- **WHAT THE TASK ASKS**
Every line that contains the word "الغربي" should be copied from the records below.
------ DATA PROVIDED
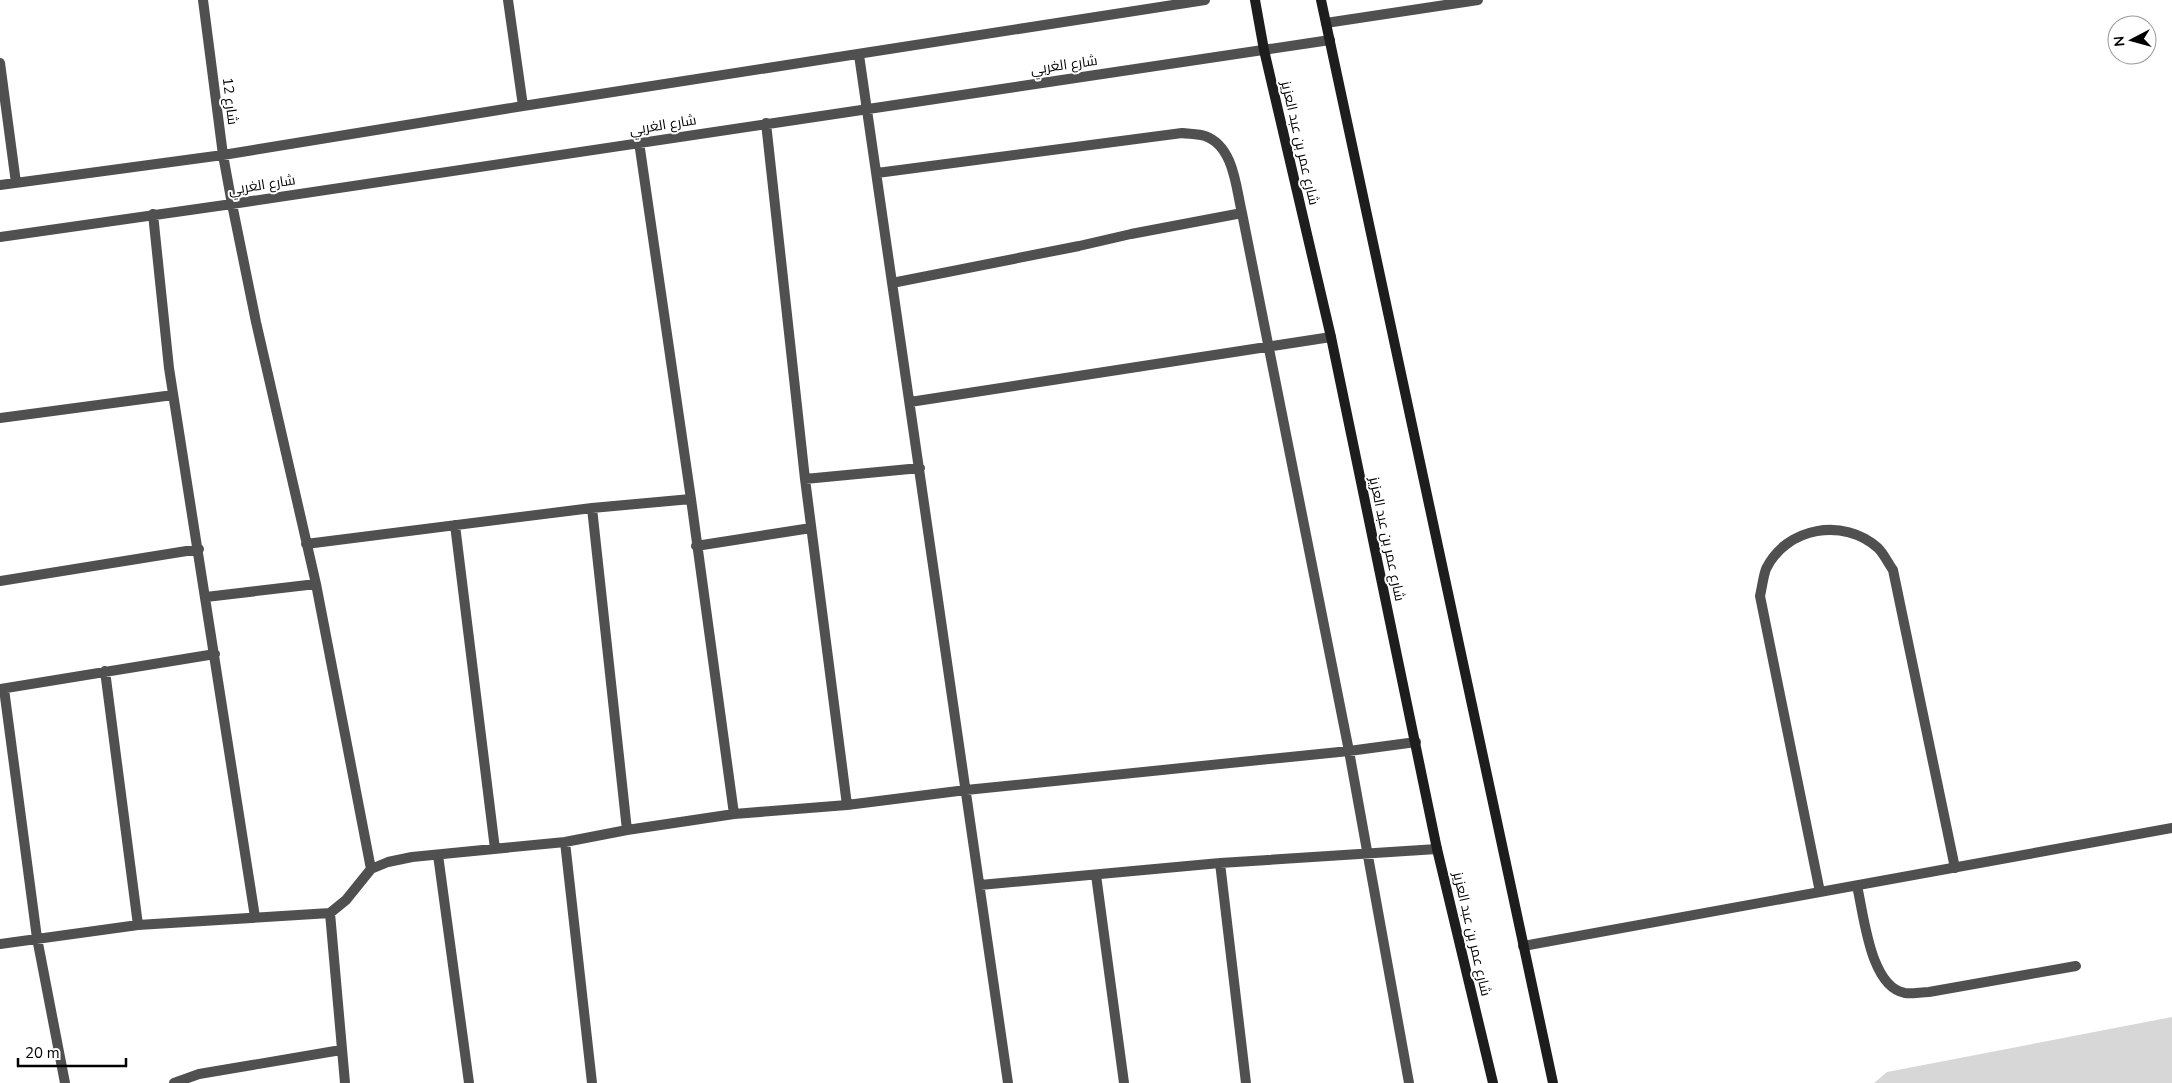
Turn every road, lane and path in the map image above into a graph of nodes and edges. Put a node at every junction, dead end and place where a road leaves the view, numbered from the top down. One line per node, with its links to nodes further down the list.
1 (203, 0): 16 (street, شارع 12)
2 (508, 0): 12 (street)
3 (1205, 0): 10 (street)
4 (1255, 0): 9 (main road, شارع عمر بن عبد العزيز)
5 (1321, 0): 7 (main road)
6 (1478, 0): 7 (street)
7 (1326, 23): 8 (main road)
8 (1330, 40): 9 (street, شارع الغربي); 69 (main road)
9 (1264, 50): 13 (street, شارع الغربي); 25 (main road, شارع عمر بن عبد العزيز)
10 (859, 55): 12 (street); 13 (street)
11 (0, 63): 18 (street)
12 (523, 106): 16 (street)
13 (868, 108): 14 (street, شارع الغربي); 17 (street)
14 (766, 123): 15 (street, شارع الغربي); 31 (street)
15 (639, 142): 20 (street, شارع الغربي); 32 (street)
16 (223, 155): 18 (street); 20 (street, شارع 12)
17 (877, 173): 21 (street); 24 (street)
18 (16, 183): 19 (street)
19 (0, 185)
20 (232, 204): 22 (street, شارع الغربي); 36 (street, شارع 12)
21 (1242, 213): 24 (street); 26 (street)
22 (153, 214): 23 (street, شارع الغربي); 27 (street)
23 (0, 237)
24 (892, 283): 28 (street)
25 (1331, 337): 26 (street); 45 (main road, شارع عمر بن عبد العزيز)
26 (1268, 348): 28 (street); 46 (street)
27 (174, 395): 29 (street); 38 (street)
28 (910, 402): 30 (street)
29 (0, 418)
30 (920, 468): 31 (street); 47 (street)
31 (805, 479): 35 (street)
32 (691, 499): 33 (street); 37 (street)
33 (592, 508): 34 (street); 51 (street)
34 (455, 525): 36 (street); 53 (street)
35 (811, 528): 37 (street); 48 (street)
36 (306, 544): 40 (street, شارع 12)
37 (696, 546): 49 (street)
38 (198, 549): 39 (street); 41 (street)
39 (0, 581)
40 (316, 584): 41 (street); 59 (street, شارع 12)
41 (206, 597): 42 (street)
42 (215, 654): 43 (street); 65 (street)
43 (105, 671): 44 (street); 66 (street)
44 (2, 689): 67 (street)
45 (1416, 742): 46 (street); 54 (main road, شارع عمر بن عبد العزيز)
46 (1349, 751): 47 (street); 55 (street)
47 (966, 790): 48 (street); 61 (street)
48 (847, 805): 49 (street)
49 (734, 814): 51 (street)
50 (2172, 828): 58 (street)
51 (627, 830): 52 (street)
52 (565, 842): 53 (street); 76 (street)
53 (495, 849): 56 (street)
54 (1437, 849): 55 (street); 81 (main road, شارع عمر بن عبد العزيز)
55 (1368, 852): 57 (street); 80 (street)
56 (438, 855): 59 (street); 75 (street)
57 (1220, 863): 60 (street); 79 (street)
58 (1955, 868): 62 (street); 63 (street)
59 (371, 869): 64 (street)
60 (1096, 875): 61 (street); 78 (street)
61 (980, 885): 77 (street)
62 (1858, 886): 63 (street); 70 (street)
63 (1820, 892): 69 (street)
64 (330, 913): 65 (street); 71 (street)
65 (255, 917): 66 (street)
66 (138, 925): 67 (street)
67 (37, 938): 68 (street); 72 (street)
68 (0, 944)
69 (1523, 946): 82 (main road)
70 (2076, 966)
71 (341, 1050): 73 (street); 74 (street)
72 (65, 1083)
73 (174, 1083)
74 (345, 1083)
75 (469, 1083)
76 (592, 1083)
77 (1008, 1083)
78 (1124, 1083)
79 (1246, 1083)
80 (1408, 1083)
81 (1492, 1083)
82 (1553, 1083)

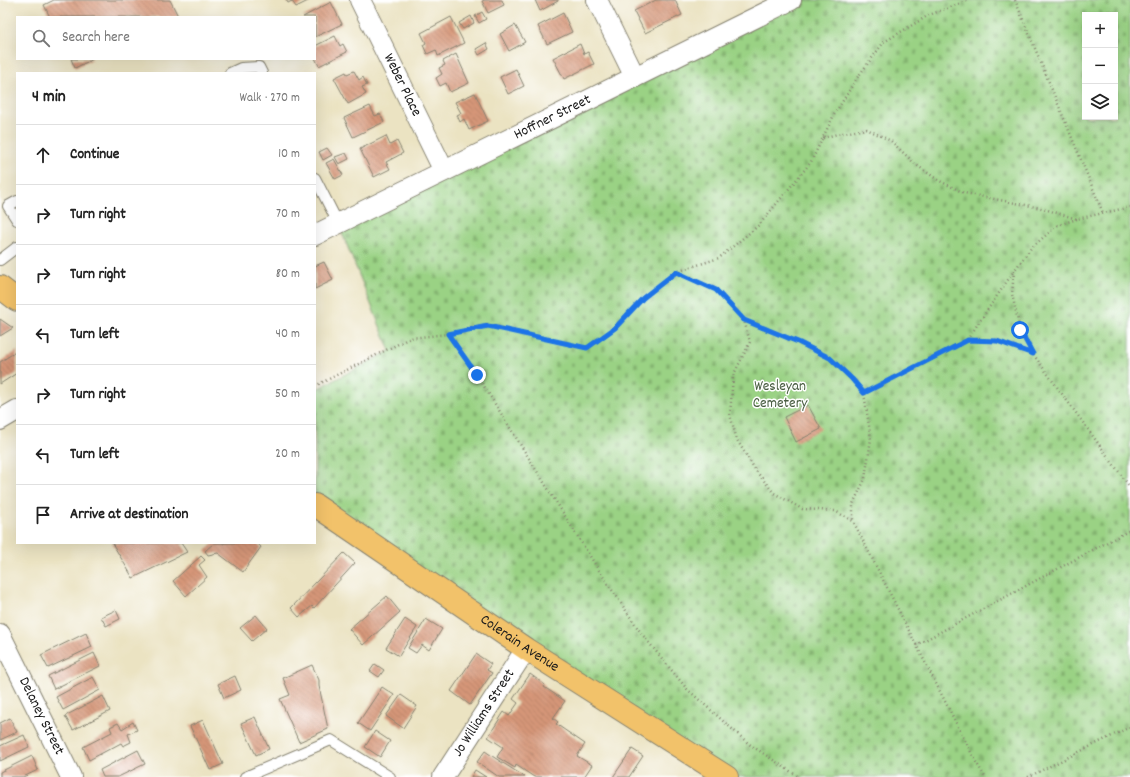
------------
- **SOLUTION**
8 (1330, 40): 9 (street, شارع الغربي); 69 (main road)
9 (1264, 50): 13 (street, شارع الغربي); 25 (main road, شارع عمر بن عبد العزيز)
13 (868, 108): 14 (street, شارع الغربي); 17 (street)
14 (766, 123): 15 (street, شارع الغربي); 31 (street)
15 (639, 142): 20 (street, شارع الغربي); 32 (street)
20 (232, 204): 22 (street, شارع الغربي); 36 (street, شارع 12)
22 (153, 214): 23 (street, شارع الغربي); 27 (street)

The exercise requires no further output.